Please tally the lines below that contain the string "вулиця" and reply with that figure only.

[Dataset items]
-- Opening Marker --

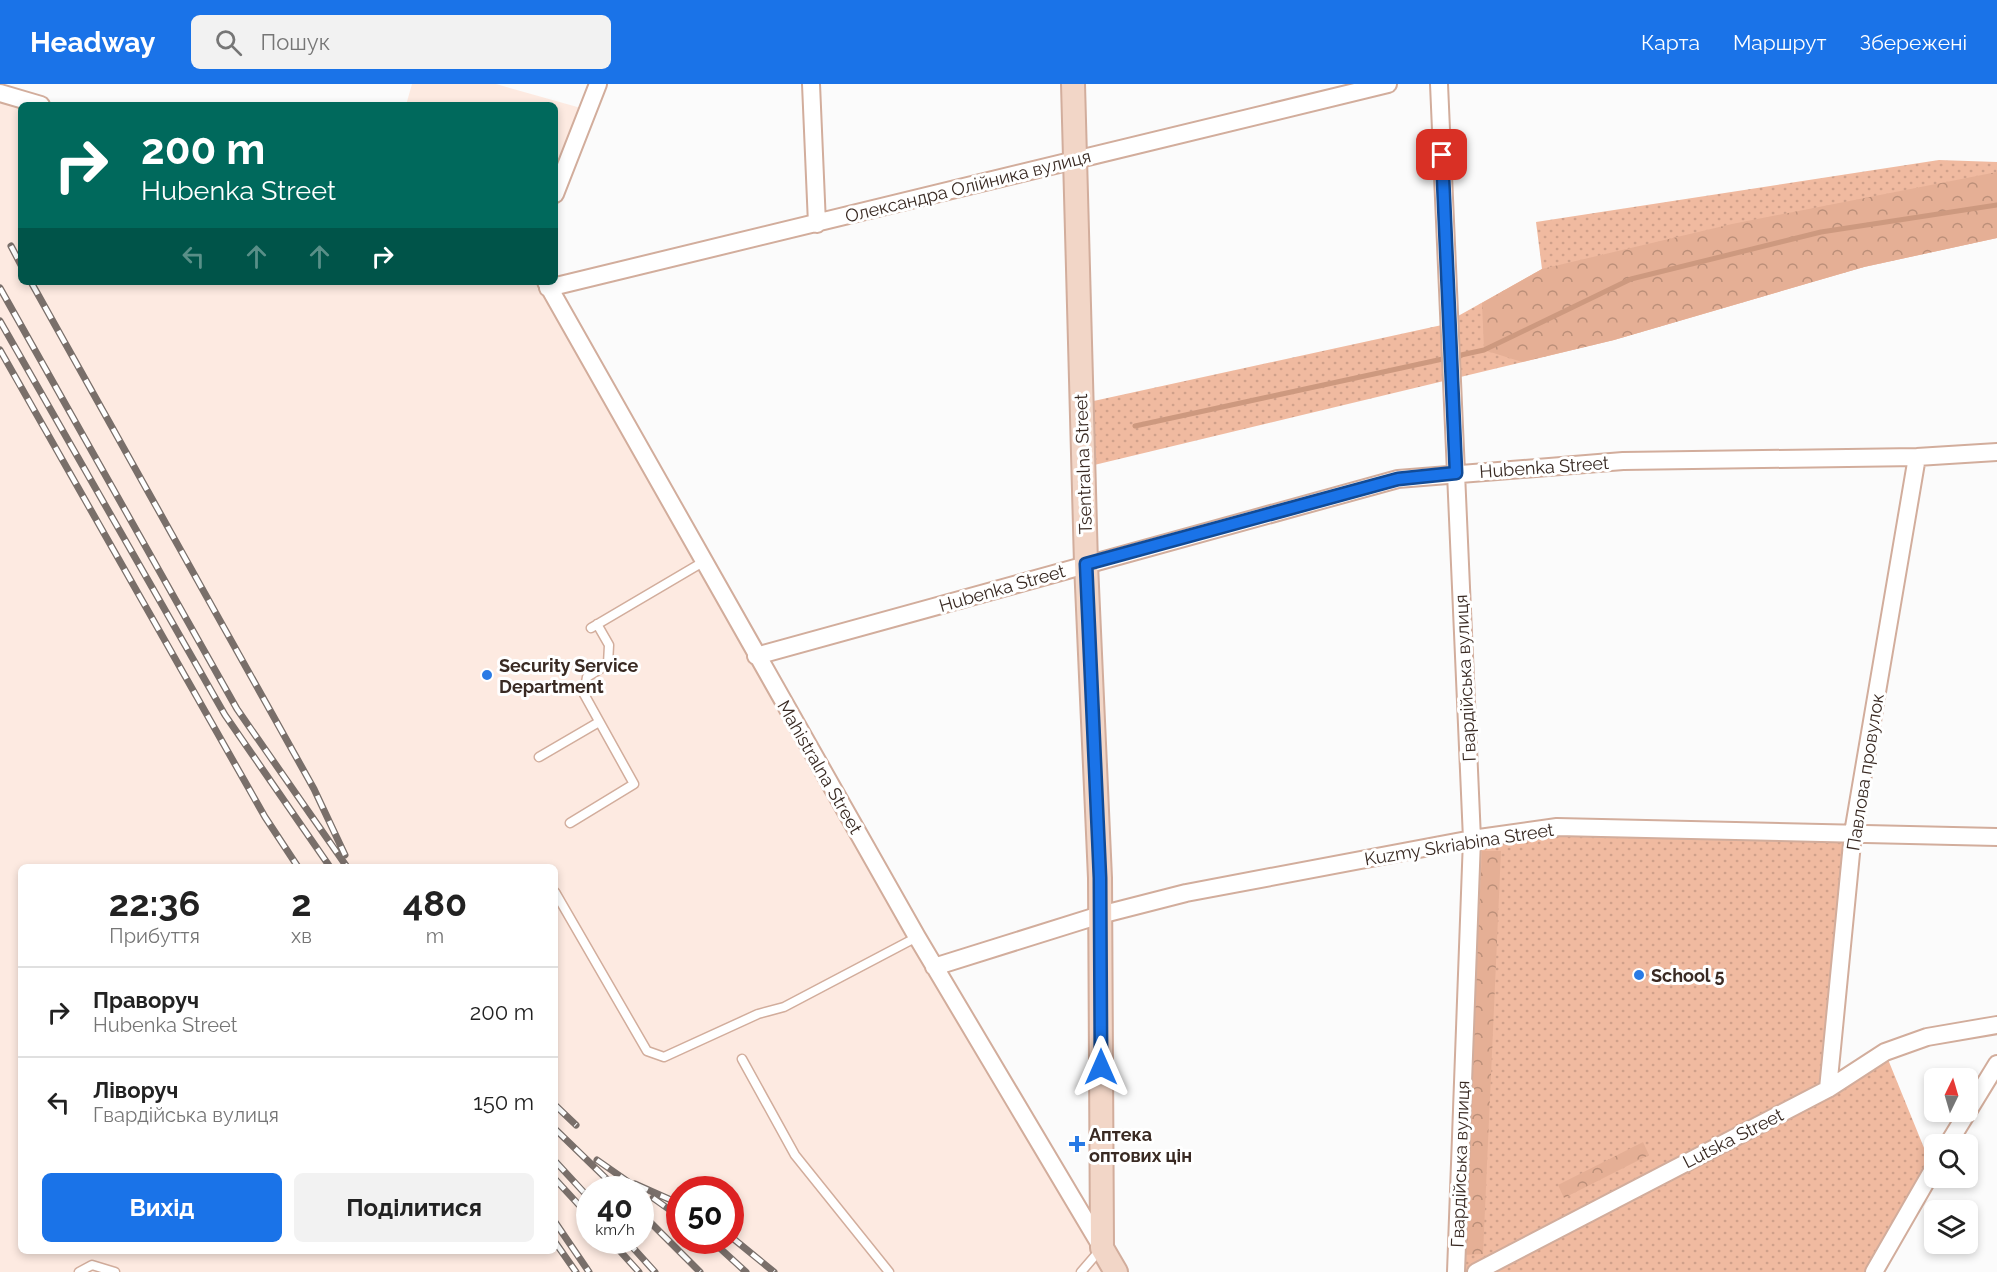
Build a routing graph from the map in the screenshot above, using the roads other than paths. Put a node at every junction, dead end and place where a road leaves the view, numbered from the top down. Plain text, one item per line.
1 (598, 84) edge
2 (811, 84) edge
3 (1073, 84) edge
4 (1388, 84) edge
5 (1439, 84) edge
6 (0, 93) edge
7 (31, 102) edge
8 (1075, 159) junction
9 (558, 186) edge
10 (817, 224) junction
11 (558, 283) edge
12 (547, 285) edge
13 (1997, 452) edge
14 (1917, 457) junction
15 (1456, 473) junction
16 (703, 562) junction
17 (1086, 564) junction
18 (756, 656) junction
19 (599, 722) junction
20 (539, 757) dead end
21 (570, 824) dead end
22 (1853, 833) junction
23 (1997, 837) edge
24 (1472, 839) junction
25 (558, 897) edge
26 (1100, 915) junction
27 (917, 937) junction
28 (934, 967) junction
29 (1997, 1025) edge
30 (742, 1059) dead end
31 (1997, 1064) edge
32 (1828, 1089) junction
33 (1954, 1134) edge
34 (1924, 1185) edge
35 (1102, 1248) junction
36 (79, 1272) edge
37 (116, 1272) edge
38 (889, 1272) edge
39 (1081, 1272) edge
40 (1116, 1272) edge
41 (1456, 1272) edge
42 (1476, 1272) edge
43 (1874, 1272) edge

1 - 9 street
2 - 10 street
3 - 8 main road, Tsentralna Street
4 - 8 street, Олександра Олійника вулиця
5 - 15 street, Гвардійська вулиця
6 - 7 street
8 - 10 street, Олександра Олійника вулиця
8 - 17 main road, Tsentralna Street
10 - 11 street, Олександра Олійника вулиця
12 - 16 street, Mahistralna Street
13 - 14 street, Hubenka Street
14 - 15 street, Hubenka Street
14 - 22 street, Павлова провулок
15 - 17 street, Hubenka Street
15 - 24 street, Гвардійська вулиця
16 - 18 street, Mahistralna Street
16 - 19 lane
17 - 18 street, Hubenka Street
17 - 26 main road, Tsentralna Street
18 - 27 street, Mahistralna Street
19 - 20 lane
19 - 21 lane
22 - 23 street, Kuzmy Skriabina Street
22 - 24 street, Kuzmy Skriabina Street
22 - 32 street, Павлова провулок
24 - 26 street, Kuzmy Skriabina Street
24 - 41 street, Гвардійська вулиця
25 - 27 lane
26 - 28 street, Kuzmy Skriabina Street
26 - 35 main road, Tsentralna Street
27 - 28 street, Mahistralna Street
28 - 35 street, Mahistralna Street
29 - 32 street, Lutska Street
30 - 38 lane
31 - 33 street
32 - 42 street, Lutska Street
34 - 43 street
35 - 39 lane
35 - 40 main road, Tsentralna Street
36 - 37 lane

-- Closing Marker --

**Answer to the problem**
6